### What this task involves
Using the data below, return all lines in which "Lyndon" appears.

[Dataset entries]
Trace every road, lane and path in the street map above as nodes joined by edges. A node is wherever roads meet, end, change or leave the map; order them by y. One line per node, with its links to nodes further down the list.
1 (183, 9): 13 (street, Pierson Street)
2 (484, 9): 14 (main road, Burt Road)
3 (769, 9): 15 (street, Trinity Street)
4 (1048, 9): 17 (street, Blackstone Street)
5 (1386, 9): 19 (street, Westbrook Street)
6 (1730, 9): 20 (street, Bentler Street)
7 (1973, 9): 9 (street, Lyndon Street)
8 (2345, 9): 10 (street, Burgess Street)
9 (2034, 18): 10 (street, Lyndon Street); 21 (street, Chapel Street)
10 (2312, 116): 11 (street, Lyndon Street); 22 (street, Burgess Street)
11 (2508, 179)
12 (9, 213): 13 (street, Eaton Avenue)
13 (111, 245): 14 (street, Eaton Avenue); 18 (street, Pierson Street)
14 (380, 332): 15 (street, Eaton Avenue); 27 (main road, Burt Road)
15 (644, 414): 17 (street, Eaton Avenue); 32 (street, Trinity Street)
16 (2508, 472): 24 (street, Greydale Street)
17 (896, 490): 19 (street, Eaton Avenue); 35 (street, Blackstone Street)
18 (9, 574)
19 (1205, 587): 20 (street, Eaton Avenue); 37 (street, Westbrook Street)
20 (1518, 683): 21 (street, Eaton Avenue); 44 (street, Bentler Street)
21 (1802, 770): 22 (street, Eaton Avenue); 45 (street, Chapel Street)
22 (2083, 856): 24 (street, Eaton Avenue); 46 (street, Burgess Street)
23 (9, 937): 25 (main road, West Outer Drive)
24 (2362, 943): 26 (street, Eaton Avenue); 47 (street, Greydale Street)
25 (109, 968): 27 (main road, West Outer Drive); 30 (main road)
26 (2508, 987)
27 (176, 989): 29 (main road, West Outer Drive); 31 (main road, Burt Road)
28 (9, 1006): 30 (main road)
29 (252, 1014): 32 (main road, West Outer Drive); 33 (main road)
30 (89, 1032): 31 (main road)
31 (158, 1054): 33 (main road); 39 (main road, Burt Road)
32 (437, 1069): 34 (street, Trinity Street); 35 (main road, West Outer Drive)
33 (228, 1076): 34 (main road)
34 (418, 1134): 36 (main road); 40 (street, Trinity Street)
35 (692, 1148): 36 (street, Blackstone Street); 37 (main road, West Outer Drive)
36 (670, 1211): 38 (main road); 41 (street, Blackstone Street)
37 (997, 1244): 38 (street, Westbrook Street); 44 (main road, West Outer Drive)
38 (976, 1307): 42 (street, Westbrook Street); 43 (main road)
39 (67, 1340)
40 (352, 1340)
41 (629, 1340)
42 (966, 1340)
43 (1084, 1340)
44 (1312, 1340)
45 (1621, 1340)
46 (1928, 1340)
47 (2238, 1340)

### Response to this task
7 (1973, 9): 9 (street, Lyndon Street)
9 (2034, 18): 10 (street, Lyndon Street); 21 (street, Chapel Street)
10 (2312, 116): 11 (street, Lyndon Street); 22 (street, Burgess Street)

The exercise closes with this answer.